Connecting contexts: Linking Assessment, Learning and Language Use
There are ongoing changes in the way we learn, work and communicate, as well as increasing globalization, all facilitated by rapid technological development. These changes are challenging traditional ideas of work and learning. In such a dynamic context, shared understanding is crucial to mitigating divides and supporting transitions. Language plays a crucial role in this mutual understanding.
The 8th East Asia New Directions conference focuses on the role of language assessment at the nexus of shifting systems, ideas and lives. Good language assessment practice provides an opportunity to connect teaching, learning and the curriculum; to serve as a frame of reference for comparing performance and ability; and to link test scores to real-life use of language in the workplace, schools and academia. We will explore how language assessment is used as a tool for transition between different stages of the education system and between education systems, how it can facilitate preparation for communication in a globalised world, and the increasing interconnectedness between technology and language use, learning and assessment. As a key regional conference that brings together people from different disciplines, professions, sectors of education and countries across East Asia and beyond, New Directions 2020 aims to provide a rich forum for discussion that extends across various contexts of language assessment and connects a range of different stakeholders.
Alternative approaches to assessment in learning systems
High-stakes tests have traditionally served as milestones in the educational careers of learners from a young age and these have impacted how they are taught as well as what and how they learn. As education systems look to adapt in order to produce the skills needed in a rapidly changing world, formative, continuous or other alternative methods of assessing learners’ language skills are being considered or introduced. For this strand, we invite proposals that present research or theoretical models that focus on alternative approaches to testing.
Connecting assessment and real-life language use
The primary purpose of most language tests is to evaluate a learner’s ability to function in a particular target-language use situation. Reflecting real-life communication contexts in a test environment is challenging and test designers are limited by practical and other constraints, however.
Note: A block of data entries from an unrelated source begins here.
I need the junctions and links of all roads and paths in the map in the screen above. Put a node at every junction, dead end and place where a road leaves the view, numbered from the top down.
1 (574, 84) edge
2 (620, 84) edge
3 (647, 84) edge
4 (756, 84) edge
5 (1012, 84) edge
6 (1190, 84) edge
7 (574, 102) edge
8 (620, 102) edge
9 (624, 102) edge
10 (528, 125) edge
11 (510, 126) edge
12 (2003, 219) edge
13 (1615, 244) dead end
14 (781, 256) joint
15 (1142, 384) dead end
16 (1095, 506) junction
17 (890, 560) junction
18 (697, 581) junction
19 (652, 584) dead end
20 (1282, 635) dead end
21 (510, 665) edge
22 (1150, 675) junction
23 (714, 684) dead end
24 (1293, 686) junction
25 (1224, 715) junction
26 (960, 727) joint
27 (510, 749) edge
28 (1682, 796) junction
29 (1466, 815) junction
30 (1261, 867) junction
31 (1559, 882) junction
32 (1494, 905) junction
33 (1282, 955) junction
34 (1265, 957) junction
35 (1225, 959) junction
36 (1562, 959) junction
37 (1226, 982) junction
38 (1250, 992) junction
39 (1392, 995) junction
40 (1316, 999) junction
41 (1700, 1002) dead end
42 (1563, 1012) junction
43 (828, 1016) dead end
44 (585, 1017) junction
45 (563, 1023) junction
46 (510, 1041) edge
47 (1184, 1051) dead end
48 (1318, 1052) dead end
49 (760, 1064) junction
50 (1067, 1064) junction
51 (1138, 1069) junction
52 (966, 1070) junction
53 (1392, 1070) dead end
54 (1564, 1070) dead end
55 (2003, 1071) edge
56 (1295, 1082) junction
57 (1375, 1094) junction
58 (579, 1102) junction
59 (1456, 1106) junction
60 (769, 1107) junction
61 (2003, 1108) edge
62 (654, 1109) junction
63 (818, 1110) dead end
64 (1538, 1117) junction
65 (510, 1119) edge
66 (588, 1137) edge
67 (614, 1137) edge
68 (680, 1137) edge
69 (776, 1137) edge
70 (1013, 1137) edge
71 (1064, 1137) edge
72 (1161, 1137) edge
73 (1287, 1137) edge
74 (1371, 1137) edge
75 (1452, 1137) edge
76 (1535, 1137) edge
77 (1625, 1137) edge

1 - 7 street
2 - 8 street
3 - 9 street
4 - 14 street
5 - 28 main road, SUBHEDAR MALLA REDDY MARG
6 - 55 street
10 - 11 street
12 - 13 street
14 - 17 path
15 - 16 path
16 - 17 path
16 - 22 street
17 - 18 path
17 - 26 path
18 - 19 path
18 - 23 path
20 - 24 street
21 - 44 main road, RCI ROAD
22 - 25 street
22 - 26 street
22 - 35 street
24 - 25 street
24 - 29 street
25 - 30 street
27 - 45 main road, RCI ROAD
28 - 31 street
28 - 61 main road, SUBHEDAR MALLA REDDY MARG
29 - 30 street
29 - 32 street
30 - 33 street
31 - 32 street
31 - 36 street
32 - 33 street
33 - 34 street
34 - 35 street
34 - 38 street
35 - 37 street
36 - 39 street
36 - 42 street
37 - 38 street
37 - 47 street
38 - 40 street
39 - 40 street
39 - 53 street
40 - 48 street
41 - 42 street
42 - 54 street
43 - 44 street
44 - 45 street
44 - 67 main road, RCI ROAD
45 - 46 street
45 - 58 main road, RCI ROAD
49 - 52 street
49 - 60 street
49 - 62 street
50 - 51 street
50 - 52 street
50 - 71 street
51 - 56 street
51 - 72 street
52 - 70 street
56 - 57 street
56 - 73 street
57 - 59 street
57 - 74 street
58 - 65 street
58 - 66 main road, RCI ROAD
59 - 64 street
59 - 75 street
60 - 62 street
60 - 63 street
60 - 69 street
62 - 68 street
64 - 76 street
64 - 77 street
Presentations of research into or theoretical perspectives on the relationship between assessment and the real-life use of language and how this might be strengthened are invited for this strand.
English ownership, identity and consequences for assessment
It has long been recognised that English has a multifaceted, shared ownership, most often manifest in the variety of forms and the myriad of speakers who leverage and shape the language to describe their own experience and identity to a global audience. With the intrinsic link between language, power, and identity, as Asian economies have grown and Asian cultures have grown in influence, there has been an increasing assertion of Asian Englishes as bona fide forms of the language. While the recognition of diversity within a language so widely used is to be celebrated, multifariousness poses a particular conundrum for language assessment where proficiency is frequently measured in relation to a standard. This strand invites papers that explore the connection between Englishes and language testing or present examples of how the diversity of English can be reflected in language assessment.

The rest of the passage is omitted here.